EXCERPTED DATA
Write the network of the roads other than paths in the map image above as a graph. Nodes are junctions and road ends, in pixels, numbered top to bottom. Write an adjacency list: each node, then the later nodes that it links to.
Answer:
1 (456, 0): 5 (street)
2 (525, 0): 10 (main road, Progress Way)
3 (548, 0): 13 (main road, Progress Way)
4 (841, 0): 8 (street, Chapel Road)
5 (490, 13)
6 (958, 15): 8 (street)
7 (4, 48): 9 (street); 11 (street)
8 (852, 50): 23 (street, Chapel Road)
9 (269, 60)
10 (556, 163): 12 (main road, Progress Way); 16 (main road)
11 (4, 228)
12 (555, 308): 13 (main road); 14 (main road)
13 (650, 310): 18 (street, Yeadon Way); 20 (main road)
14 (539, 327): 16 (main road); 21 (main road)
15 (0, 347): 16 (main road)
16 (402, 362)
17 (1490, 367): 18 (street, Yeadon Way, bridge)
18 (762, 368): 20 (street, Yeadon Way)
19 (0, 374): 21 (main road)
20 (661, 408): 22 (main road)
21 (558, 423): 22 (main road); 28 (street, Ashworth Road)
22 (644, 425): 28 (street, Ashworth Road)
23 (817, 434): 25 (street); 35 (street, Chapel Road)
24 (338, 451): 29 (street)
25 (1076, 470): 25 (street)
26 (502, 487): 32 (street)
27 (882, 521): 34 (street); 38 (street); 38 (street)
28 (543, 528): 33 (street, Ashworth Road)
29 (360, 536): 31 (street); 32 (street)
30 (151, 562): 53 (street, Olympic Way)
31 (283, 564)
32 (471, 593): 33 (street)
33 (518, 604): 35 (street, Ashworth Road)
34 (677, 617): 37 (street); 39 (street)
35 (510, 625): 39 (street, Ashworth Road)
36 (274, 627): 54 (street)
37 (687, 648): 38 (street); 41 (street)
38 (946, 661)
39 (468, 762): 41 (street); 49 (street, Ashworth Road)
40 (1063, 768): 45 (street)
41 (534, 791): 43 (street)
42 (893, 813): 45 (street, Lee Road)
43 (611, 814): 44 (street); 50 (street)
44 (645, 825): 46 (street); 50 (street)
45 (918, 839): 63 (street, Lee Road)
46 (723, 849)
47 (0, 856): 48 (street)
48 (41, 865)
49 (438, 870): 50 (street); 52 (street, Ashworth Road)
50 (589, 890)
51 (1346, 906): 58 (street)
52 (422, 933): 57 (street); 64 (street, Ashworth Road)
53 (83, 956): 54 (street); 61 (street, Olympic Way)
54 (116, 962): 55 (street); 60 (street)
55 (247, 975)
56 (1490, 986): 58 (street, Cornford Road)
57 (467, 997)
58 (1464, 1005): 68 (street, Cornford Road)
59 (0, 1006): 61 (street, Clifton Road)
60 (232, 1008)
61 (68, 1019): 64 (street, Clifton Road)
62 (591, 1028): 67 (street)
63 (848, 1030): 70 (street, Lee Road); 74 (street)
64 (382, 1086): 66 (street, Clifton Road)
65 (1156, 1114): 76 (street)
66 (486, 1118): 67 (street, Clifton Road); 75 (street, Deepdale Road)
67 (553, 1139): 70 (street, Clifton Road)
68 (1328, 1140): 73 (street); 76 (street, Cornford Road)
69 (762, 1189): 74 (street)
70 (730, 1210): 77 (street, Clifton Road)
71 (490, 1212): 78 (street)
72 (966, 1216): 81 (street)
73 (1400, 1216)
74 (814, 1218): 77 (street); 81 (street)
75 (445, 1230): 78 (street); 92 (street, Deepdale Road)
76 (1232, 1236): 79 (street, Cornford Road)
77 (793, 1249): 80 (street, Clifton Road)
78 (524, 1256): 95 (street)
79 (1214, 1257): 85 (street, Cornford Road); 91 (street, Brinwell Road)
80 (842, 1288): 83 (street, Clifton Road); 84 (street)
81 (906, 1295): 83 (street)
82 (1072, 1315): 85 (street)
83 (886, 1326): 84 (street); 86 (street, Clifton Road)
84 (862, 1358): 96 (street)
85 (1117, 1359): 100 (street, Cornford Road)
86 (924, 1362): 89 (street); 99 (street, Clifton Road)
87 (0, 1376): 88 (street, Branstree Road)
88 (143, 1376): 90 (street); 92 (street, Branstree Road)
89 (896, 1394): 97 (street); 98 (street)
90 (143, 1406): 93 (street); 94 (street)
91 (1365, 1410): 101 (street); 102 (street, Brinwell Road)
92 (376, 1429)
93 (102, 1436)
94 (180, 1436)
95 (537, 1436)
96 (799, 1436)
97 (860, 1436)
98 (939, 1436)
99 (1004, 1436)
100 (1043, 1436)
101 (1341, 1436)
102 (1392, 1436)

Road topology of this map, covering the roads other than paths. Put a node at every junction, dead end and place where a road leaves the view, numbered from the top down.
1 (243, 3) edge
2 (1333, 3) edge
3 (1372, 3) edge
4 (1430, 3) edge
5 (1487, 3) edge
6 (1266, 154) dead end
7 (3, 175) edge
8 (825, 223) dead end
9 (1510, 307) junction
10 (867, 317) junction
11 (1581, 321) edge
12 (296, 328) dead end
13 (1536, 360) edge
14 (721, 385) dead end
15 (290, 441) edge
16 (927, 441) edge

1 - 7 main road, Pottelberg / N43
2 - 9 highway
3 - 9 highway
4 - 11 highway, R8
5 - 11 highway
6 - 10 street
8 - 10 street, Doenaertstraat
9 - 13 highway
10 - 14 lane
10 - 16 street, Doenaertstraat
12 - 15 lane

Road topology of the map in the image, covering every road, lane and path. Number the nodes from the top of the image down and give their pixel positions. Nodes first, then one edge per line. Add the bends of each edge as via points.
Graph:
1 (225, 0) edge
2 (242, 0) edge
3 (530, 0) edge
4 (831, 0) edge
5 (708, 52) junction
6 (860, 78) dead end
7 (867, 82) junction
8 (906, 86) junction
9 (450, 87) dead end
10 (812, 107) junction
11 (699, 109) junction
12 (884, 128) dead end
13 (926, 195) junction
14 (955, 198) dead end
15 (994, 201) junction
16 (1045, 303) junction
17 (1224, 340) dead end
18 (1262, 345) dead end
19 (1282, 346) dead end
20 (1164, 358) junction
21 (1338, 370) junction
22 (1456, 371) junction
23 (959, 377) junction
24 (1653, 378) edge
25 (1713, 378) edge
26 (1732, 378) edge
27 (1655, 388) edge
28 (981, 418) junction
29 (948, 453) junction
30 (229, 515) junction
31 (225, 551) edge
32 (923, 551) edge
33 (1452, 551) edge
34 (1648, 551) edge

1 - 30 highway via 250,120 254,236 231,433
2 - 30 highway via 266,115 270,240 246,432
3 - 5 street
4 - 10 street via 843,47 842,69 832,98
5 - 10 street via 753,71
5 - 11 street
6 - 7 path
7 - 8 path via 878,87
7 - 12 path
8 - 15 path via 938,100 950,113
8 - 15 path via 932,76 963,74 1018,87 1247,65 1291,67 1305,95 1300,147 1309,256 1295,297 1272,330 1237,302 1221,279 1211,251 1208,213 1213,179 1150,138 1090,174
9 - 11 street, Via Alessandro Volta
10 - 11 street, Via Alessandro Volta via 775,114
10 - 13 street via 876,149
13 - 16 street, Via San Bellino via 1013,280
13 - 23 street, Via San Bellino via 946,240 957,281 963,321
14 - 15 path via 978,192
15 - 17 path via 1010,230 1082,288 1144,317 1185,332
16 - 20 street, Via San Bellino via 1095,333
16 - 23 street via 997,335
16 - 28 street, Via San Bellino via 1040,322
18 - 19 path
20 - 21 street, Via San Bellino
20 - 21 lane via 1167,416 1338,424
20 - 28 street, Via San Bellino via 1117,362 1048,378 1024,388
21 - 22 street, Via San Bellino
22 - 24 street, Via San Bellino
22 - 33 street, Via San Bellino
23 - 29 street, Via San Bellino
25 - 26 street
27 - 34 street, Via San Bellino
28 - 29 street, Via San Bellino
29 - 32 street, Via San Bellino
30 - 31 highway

EXERCISE DIRECTIONS
If the word "other" is on a line above, return that line.

ANSWER TO THE PROBLEM
Write the network of the roads other than paths in the map image above as a graph. Nodes are junctions and road ends, in pixels, numbered top to bottom. Write an adjacency list: each node, then the later nodes that it links to.
Road topology of this map, covering the roads other than paths. Put a node at every junction, dead end and place where a road leaves the view, numbered from the top down.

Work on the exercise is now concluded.